Moreover, the injection does not meet the criteria set out in either the 1984 Communication from the Commission concerning public authorities' holdings in company capital or the 1993 Commission Communication concerning public undertakings in the manufacturing sector.

(5) In view of the above, and as the Court of Justice has acknowledged in its judgment of 14 February 1990 in Case C-301/87 (Boussac) (1), where an infringement of Article 93 (3) has been committed, the Commission is entitled to take an interim decision requiring the Member State in question, being in this case France, to suspend immediately the payment of this aid to Bull and to provide the Commission with all the documents, information and particulars necessary for examining the compatibility of the aid with the common market.

Furthermore, pursuant, therefore, to existing case law, should France fail to comply with this Decision by not suspending the payment of the aid, the Commission could, while pursuing its examination of the substance of the case, refer the matter to the Court of Justice direct in order to have such an infringement of its Decision established, in accordance with the second subparagraph of Article 93 (2).

Given the direct effect of Article 93 (3) (2) and the clear and unconditional requirement that the payment of the aid be suspended immediately, this Decision must apply in full throughout the French legal system without any need to amend the legislative instrument introducing the aid by means of further legislation or regulations.

The Commission points out in this respect that, as is made clear in the case law of the Court of Justice, not only national courts but also national administrative authorities, including local or regional authorities, have to apply Community law rather than national law where there is a conflict between the two (3).

The Commission has also extended, by means of a separate Decision taken on 26 January 1994, the procedure provided for in Article 93 (2) in respect of this aid since it takes the preliminary view that, on the basis of the information available to it, the aid is not compatible with the common market pursuant to Article 92 (1), nor with the functioning of the European Economic Area Agreement pursuant to Article 6 (1) thereof, and that it cannot at this stage qualify for the derogations provided for in

Article 92

(2) and (3).

The Commission points out that, should a negative final decision on this aid be taken subsequently, the Commission may require any unlawful aid that has been paid in breach of the procedural rules provided for in Article 93 (3) to be repaid (4).

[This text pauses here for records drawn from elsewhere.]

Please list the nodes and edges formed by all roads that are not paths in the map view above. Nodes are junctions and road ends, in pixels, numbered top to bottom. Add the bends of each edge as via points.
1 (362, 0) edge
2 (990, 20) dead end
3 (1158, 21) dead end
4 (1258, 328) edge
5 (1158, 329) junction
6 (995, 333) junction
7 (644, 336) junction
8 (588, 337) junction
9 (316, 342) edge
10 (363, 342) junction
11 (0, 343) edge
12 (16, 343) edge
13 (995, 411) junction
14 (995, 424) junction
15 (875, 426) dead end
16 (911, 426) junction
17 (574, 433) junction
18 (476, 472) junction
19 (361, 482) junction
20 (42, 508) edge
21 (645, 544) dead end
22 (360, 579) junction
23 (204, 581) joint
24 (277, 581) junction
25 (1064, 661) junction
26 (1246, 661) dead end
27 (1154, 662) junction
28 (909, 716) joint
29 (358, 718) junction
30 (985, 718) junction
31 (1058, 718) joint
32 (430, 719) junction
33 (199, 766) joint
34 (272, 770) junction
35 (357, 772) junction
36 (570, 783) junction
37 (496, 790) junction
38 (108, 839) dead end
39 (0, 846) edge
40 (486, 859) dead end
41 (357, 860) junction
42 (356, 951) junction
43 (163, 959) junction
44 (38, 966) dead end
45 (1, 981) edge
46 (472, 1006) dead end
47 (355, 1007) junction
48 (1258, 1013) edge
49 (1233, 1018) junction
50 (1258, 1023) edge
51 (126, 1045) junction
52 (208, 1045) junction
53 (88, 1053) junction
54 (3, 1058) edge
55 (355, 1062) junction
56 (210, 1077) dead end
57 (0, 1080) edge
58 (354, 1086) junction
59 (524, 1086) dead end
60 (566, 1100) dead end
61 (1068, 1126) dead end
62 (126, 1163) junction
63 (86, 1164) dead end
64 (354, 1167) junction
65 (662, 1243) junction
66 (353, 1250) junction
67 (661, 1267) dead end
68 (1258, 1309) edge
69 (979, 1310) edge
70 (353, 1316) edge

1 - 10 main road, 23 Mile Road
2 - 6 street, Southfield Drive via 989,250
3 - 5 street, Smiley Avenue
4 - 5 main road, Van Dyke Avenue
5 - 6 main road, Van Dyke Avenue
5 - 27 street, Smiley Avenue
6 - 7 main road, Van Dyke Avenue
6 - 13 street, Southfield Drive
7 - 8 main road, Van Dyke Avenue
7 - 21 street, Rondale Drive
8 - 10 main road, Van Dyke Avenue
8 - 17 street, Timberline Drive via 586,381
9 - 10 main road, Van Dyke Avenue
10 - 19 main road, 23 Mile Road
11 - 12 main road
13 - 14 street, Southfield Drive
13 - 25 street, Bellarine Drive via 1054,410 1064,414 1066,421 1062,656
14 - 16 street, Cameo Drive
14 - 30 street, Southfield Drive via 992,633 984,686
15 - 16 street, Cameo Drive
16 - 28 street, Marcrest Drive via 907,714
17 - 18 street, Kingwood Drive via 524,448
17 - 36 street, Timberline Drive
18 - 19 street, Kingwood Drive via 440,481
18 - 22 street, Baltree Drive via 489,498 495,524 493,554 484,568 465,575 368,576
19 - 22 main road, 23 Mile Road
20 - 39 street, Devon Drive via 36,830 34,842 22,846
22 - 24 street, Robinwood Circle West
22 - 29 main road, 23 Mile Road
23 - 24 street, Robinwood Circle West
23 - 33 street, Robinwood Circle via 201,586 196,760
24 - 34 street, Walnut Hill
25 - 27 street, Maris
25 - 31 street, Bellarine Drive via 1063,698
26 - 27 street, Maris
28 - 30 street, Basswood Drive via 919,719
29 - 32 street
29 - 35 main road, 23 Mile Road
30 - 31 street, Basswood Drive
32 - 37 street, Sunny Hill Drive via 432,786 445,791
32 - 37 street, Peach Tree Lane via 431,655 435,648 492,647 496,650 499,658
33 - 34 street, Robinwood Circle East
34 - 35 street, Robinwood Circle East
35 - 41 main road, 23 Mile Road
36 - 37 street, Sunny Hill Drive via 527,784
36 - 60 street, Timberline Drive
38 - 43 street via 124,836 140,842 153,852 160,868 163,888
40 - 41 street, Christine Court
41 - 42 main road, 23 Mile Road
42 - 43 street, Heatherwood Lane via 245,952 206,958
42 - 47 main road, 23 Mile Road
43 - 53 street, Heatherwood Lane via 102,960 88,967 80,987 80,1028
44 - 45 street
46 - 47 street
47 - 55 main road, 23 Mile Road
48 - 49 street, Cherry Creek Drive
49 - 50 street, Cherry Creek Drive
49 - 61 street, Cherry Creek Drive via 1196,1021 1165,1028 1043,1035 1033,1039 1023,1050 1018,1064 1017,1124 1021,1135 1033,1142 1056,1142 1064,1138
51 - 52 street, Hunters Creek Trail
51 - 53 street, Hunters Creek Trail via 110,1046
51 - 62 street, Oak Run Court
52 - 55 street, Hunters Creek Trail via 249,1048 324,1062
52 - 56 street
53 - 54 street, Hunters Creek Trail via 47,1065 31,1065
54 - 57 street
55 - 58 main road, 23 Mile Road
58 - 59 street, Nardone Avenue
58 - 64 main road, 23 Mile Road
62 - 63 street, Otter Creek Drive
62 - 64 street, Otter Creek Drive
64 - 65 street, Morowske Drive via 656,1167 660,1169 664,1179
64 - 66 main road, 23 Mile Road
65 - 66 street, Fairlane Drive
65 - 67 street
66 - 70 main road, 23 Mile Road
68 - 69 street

The abolition of the aid would involve its repayment together with interest, at the commercial rate upon which the French reference rate (5) is based, running from the date on which the unlawful aid was granted. This measure is necessary in order to restore the status quo (6) by removing the financial benefits which the firm receiving the unlawful aid has improperly enjoyed since the date on which the aid was paid,

HAS ADOPTED THIS DECISION:

Article 1

France shall suspend forthwith the payment of further aid for Bull, and specifically the planned capital injection amounting to FF 2,5 billion, such aid having been granted in breach of Article 93 (3); it shall communicate to the Commission, within 15 days, the measures which it has taken to comply with this requirement.

Article 2

France shall, within 30 days of notification of this Decision, provide all information relevant to a substantive assessment of the aid referred to in Article 1, and specifically the information requested in the Commission's letter to the French authorities of 17 December 1993.

Article 3

This Decision is addressed to the French Republic.

Done at Brussels, 26 January 1994.

For the Commission

Karel VAN MIERT

Member of the Commission

(1) (1990) ECR I, p. 307.

(2) See judgments in Case 77/72 Capolongo, (1973) ECR p. 611, Case 120/73 Lorenz, (1973) ECR, p. 1474 and Case 78/76 Steinicke, (1977) ECR, p. 595.

(3) See judgments in Case 166/77 Simmenthal, (1978) ECR, p. 629 and Case 103/88 Costanzo, (1989) ECR, p. 1839.

(4) See judgments in Case 70/72 Kohlegesetz, (1973) ECR, p. 813 and Case 310/85 Deufil, (1987) ECR, p. 901. See also Commission Communication (OJ No C 318, 24. 11. 1983, p. 3).

(5) OJ No C 31, 3. 2. 1979, p. 9; Annex, paragraph 15.

(6) See judgment in Case C-142/87 Tubemeuse, (1990) ECR, p. 959.